● Directions
Your answer must be every line of the data below that holds the string "HIGHGATE", copied exactly.

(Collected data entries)
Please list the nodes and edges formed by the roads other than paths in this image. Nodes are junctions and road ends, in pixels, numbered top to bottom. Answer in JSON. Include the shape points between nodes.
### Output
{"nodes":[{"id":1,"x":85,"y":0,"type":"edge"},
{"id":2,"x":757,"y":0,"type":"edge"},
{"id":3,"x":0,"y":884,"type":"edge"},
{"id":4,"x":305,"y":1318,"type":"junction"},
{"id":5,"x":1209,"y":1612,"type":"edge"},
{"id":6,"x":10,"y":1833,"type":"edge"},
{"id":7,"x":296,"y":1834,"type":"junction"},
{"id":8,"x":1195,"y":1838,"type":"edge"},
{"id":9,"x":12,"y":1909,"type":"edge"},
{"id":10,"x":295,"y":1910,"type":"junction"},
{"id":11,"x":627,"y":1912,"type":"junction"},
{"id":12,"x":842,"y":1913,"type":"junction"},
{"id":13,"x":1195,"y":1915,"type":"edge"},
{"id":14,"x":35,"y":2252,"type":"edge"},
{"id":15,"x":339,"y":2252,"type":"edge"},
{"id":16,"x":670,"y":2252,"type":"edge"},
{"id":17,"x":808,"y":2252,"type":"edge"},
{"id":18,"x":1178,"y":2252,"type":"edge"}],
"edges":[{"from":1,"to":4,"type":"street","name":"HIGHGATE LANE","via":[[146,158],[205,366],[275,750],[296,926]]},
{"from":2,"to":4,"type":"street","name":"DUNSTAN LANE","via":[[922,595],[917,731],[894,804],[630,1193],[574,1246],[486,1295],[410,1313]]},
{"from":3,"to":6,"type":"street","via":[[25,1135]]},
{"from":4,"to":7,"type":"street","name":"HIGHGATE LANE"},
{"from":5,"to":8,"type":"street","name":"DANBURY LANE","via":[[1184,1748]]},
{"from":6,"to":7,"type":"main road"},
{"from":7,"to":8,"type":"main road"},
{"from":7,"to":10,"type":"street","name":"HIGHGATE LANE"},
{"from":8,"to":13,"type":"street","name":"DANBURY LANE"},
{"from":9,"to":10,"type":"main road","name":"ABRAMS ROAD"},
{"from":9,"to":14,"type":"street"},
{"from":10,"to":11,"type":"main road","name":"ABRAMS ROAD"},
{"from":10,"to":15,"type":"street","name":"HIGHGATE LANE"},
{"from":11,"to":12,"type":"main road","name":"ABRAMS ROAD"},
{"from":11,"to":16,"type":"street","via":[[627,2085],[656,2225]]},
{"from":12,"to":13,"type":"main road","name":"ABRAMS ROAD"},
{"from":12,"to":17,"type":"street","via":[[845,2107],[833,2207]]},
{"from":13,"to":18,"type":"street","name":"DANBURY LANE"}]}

● Your response
"edges":[{"from":1,"to":4,"type":"street","name":"HIGHGATE LANE","via":[[146,158],[205,366],[275,750],[296,926]]},
{"from":4,"to":7,"type":"street","name":"HIGHGATE LANE"},
{"from":7,"to":10,"type":"street","name":"HIGHGATE LANE"},
{"from":10,"to":15,"type":"street","name":"HIGHGATE LANE"},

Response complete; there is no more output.